Although the past two summers have been a bit of a washout, generally, due to global warming, our summers are getting dryer and hotter and scientist are pretty unanimous that global temperatures will continue to rise into the future.
So what does this mean to the keen gardener? Well, we are going to have to ‘tweak’ some of our gardening practises to cope with the demands of dryer summers.
Make way for the Alpines
There are many plants that are very good at coping with extremes in weather. Alpines are used to growing in high altitudes, where temperature can waver on the extremes of hot and cold and moisture is precious.
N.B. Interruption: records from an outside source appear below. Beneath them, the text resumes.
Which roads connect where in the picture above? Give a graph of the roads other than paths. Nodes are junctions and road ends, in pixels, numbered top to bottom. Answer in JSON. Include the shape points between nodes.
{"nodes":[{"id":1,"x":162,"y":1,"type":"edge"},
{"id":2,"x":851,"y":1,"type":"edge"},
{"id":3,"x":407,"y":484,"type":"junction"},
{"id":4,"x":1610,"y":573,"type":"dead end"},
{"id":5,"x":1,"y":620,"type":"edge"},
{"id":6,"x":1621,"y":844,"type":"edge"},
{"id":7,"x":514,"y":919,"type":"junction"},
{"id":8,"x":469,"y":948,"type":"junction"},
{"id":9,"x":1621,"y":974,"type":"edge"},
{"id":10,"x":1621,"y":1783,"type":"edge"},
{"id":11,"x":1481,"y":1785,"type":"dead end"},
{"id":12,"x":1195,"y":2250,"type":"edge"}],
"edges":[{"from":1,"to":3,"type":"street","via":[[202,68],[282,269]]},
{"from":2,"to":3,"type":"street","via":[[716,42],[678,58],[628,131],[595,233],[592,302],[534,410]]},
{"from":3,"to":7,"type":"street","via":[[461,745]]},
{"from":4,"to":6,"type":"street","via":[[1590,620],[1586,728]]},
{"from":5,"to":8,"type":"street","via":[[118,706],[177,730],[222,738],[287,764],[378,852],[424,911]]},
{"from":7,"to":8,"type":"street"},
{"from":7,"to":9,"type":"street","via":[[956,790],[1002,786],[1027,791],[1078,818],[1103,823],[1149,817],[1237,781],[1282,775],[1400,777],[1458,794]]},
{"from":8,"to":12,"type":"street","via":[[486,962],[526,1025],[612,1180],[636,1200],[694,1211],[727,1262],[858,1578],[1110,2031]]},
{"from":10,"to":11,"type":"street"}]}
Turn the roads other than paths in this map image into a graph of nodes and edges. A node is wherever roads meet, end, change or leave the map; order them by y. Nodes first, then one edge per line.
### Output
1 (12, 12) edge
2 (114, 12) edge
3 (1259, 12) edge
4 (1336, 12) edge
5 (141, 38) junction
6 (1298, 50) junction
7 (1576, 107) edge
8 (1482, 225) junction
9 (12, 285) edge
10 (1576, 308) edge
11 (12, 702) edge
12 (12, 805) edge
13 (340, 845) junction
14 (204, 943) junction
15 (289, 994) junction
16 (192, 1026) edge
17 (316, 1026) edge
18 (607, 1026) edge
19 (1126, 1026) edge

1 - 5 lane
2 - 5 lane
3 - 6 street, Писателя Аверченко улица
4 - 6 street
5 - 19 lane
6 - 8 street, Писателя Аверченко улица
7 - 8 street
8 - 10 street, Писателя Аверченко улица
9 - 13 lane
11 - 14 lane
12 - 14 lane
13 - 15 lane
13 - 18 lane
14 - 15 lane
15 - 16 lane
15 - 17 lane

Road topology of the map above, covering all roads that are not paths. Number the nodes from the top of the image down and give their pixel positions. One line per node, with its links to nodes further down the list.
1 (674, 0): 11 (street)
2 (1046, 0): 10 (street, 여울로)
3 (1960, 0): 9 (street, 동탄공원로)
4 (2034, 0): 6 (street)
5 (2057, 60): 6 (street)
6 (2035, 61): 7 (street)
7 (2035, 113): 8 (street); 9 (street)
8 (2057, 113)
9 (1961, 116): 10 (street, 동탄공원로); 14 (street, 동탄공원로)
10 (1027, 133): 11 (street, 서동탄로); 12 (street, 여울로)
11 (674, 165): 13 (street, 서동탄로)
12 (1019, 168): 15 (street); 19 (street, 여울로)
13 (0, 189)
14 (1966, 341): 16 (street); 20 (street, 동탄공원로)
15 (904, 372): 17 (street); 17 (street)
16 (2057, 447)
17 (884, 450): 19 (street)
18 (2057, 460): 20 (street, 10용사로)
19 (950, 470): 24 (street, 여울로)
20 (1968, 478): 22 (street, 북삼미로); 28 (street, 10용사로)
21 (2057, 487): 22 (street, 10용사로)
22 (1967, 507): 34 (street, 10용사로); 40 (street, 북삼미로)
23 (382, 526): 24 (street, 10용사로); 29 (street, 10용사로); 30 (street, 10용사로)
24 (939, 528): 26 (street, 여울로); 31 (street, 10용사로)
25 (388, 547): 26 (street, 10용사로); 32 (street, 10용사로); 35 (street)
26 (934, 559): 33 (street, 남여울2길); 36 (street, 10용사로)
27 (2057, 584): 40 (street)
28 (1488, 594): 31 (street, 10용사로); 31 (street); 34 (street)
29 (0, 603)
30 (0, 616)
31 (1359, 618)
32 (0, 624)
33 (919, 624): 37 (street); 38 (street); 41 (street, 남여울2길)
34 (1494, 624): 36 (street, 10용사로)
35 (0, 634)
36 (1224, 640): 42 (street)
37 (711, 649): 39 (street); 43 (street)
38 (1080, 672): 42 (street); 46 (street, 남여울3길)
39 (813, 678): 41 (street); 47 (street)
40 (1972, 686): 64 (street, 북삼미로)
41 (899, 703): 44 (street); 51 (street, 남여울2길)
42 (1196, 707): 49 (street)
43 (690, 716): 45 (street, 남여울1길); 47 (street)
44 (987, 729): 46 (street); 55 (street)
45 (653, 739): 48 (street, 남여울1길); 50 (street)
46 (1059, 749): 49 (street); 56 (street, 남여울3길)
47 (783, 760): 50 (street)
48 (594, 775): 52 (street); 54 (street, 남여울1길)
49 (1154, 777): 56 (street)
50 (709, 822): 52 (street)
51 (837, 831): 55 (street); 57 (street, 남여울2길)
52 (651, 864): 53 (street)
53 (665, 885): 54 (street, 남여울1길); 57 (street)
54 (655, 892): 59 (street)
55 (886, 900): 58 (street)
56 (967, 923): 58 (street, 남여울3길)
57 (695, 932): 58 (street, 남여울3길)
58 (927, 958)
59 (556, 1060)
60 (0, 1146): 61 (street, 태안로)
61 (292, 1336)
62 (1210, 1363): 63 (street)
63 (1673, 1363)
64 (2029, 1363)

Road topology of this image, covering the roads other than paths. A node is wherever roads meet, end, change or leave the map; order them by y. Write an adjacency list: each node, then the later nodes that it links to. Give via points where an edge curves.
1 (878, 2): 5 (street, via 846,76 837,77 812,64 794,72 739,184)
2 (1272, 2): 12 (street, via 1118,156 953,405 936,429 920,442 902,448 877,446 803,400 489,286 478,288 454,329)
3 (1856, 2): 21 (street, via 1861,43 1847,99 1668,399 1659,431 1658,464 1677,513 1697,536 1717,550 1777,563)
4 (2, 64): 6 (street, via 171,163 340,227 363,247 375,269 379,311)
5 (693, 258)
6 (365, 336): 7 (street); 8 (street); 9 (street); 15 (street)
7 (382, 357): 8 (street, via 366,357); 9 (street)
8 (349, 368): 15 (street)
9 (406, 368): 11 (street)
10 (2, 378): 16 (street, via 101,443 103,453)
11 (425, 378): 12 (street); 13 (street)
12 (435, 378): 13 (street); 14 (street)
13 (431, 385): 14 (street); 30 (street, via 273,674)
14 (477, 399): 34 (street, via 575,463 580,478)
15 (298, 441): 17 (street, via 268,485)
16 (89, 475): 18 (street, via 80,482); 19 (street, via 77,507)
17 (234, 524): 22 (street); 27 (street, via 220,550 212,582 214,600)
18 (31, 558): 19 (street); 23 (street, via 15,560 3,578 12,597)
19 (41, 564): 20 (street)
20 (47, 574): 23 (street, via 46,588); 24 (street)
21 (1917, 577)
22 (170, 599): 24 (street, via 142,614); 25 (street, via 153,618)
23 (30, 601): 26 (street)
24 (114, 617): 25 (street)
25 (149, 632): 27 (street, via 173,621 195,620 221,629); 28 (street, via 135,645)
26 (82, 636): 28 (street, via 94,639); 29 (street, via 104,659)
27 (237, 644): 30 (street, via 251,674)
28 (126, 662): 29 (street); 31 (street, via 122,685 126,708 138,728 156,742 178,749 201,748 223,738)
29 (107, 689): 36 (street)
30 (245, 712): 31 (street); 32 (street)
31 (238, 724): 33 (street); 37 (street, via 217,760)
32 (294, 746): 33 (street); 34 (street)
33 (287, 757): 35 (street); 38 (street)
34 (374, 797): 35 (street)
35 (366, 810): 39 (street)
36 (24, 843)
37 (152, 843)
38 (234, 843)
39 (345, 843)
Sempervivums (Tough perennials, also known as Houseleeks or Liveforever), genus of about 40 species of the Crassulaceae family are such plants. They originate from mountainous climbs within Southern Europe and the Middle East and surrounding regions. They store water in their thick succulent leaves in much the same way as cacti making them great survival specialists. This means that such plants should cope with our misbehaving weather and still put on a glorious display. Not only do they look attractive, they with stifle emerging weeds with thick ground cover, are not invasive and will produce rather unusual ‘alien-like’ flowers.
Sempervivum Mixed Hybrids
Recently, I bought a pack of seeds: “Sempervivum Mixed Hybrids” which I can’t wait to plant later this spring. If you are considering growing Sempervivums from seed, be aware that they are slow to germinate. I have chosen to grow from seed because I would like to build up a healthy collection of different type of Sempervivum. This mix seems to have it all; “A delightfully attractive and varied range of sun-loving plants, with an assortment of vividly coloured rosettes”.